### TASK INSTRUCTIONS
Each line of the data below between the one containing "wrist: (678, 953)" and the one containing "pinky tip: (336, 231)", both included, is to be repeated exactly. Please omit pictures.

### RECORDS FOR THE EXERCISE
"""

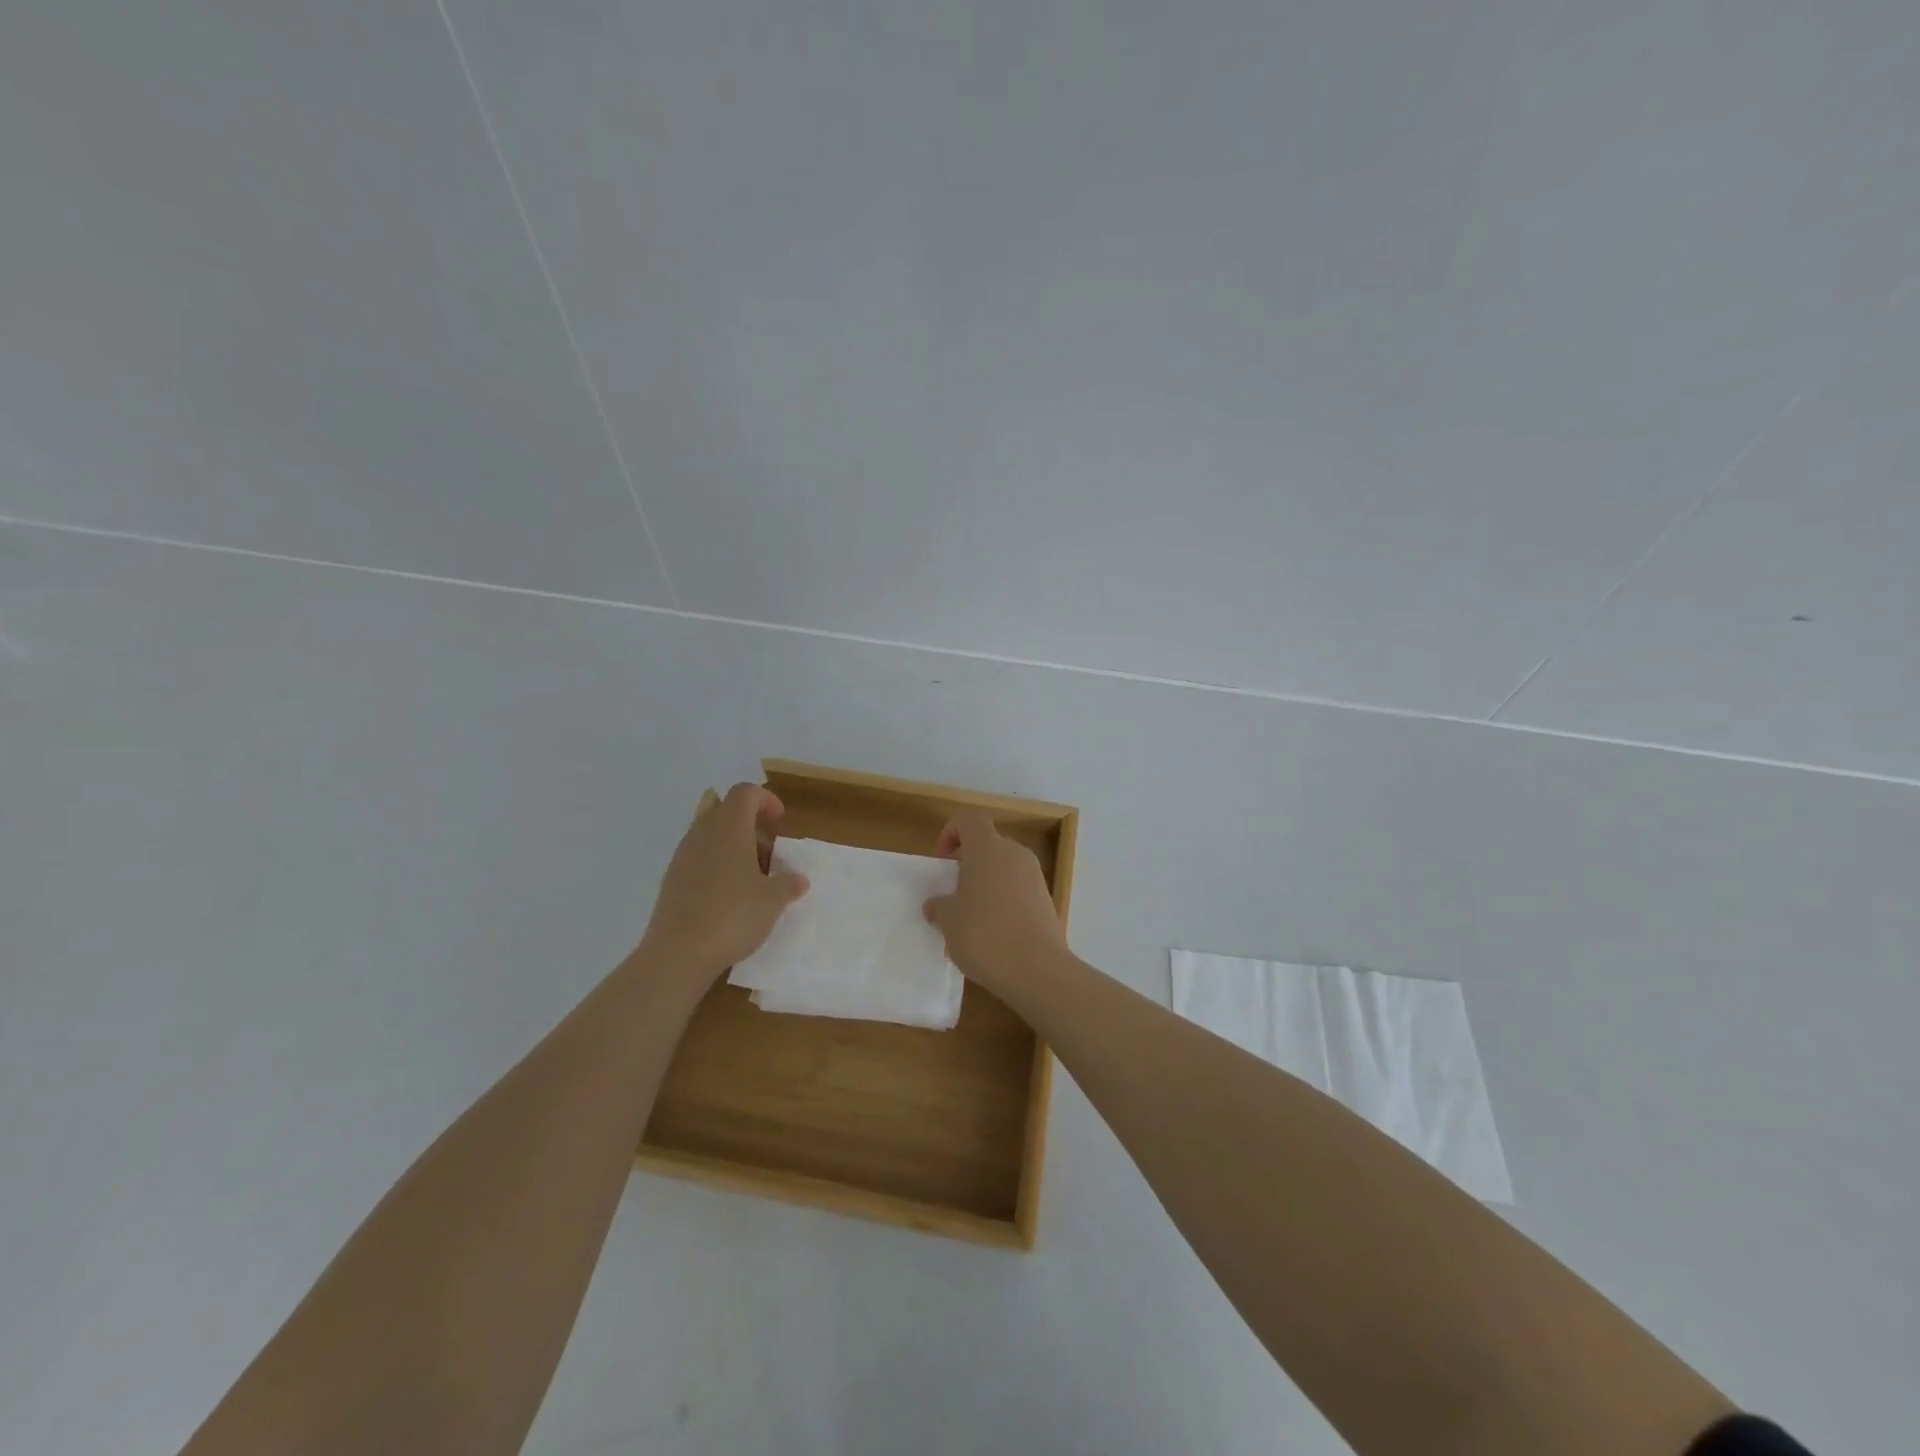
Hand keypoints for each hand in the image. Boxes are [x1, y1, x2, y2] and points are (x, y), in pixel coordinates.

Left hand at [641, 784, 808, 977]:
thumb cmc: (733, 915)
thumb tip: (798, 879)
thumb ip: (788, 884)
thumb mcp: (773, 901)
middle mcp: (702, 833)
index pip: (745, 792)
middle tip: (770, 855)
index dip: (766, 800)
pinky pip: (698, 859)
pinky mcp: (672, 880)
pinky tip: (730, 897)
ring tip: (753, 879)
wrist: (678, 953)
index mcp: (729, 827)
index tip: (780, 821)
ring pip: (710, 835)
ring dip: (733, 847)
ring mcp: (682, 857)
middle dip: (750, 826)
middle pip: (725, 811)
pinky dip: (717, 866)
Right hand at [922, 810, 1066, 989]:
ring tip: (971, 917)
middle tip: (953, 892)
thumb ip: (939, 906)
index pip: (969, 820)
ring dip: (986, 883)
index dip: (951, 833)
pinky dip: (1004, 900)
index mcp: (988, 848)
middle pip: (988, 844)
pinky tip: (994, 932)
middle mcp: (1014, 854)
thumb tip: (937, 905)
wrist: (1036, 969)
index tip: (942, 862)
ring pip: (1004, 867)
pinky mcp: (1047, 899)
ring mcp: (1035, 876)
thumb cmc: (984, 935)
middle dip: (968, 862)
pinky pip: (1018, 888)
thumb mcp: (948, 922)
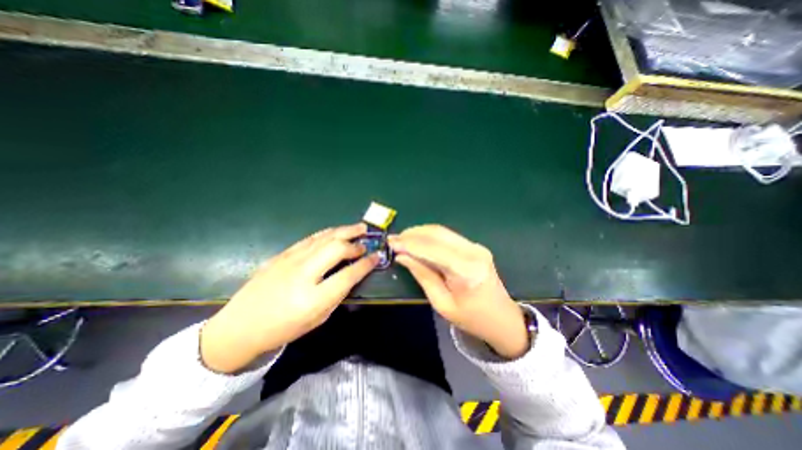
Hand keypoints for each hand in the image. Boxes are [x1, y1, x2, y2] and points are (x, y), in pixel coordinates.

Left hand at [198, 223, 377, 374]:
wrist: (240, 327)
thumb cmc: (283, 329)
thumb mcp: (318, 318)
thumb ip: (337, 294)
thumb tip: (352, 274)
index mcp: (313, 299)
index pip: (348, 275)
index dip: (366, 264)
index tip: (376, 257)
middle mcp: (302, 275)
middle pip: (336, 249)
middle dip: (355, 244)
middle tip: (367, 242)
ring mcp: (289, 261)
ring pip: (324, 238)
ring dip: (345, 231)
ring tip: (359, 227)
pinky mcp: (282, 255)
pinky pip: (310, 239)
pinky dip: (327, 233)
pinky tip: (336, 231)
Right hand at [391, 227, 530, 359]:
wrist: (503, 318)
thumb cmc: (472, 318)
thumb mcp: (442, 303)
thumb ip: (422, 275)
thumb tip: (402, 256)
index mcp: (466, 270)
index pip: (432, 249)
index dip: (409, 244)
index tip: (391, 242)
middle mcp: (473, 252)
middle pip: (437, 234)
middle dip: (413, 234)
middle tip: (394, 239)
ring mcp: (475, 246)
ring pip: (442, 231)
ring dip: (420, 233)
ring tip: (403, 239)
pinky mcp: (474, 246)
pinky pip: (447, 236)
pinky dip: (430, 236)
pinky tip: (418, 241)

"""

### TASK ANSWER
wrist: (678, 953)
index mcp: (729, 827)
index tip: (780, 821)
ring pip: (710, 835)
ring dip: (733, 847)
ring mcp: (682, 857)
middle dip: (750, 826)
middle pip: (725, 811)
pinky dip: (717, 866)
Right hand at [922, 810, 1066, 989]:
ring tip: (971, 917)
middle tip: (953, 892)
thumb ip: (939, 906)
index pip: (969, 820)
ring dip: (986, 883)
index dip: (951, 833)
pinky dip: (1004, 900)
index mcp: (988, 848)
middle pip: (988, 844)
pinky tip: (994, 932)
middle mcp: (1014, 854)
thumb tip: (937, 905)
wrist: (1036, 969)
index tip: (942, 862)
ring pip: (1004, 867)
pinky mcp: (1047, 899)
ring mcp: (1035, 876)
thumb cmc: (984, 935)
middle dip: (968, 862)
pinky pip: (1018, 888)
thumb mcp: (948, 922)
Hand keypoints for each hand in the image. Boxes are [x1, y1, x2, y2] and points are (x, y), in pixel coordinates.

Left hand at [198, 223, 377, 374]:
wrist: (240, 327)
thumb cmc: (283, 329)
thumb mcp: (318, 318)
thumb ip: (337, 294)
thumb tip: (352, 274)
index mcp: (313, 299)
index pip: (348, 275)
index dip: (366, 264)
index tip: (376, 257)
middle mcp: (302, 275)
middle pip: (336, 249)
middle dip: (355, 244)
middle tip: (367, 242)
ring mcp: (289, 261)
ring pip: (324, 238)
ring dip: (345, 231)
ring tip: (359, 227)
pinky mcp: (282, 255)
pinky pip: (310, 239)
pinky dip: (327, 233)
pinky tip: (336, 231)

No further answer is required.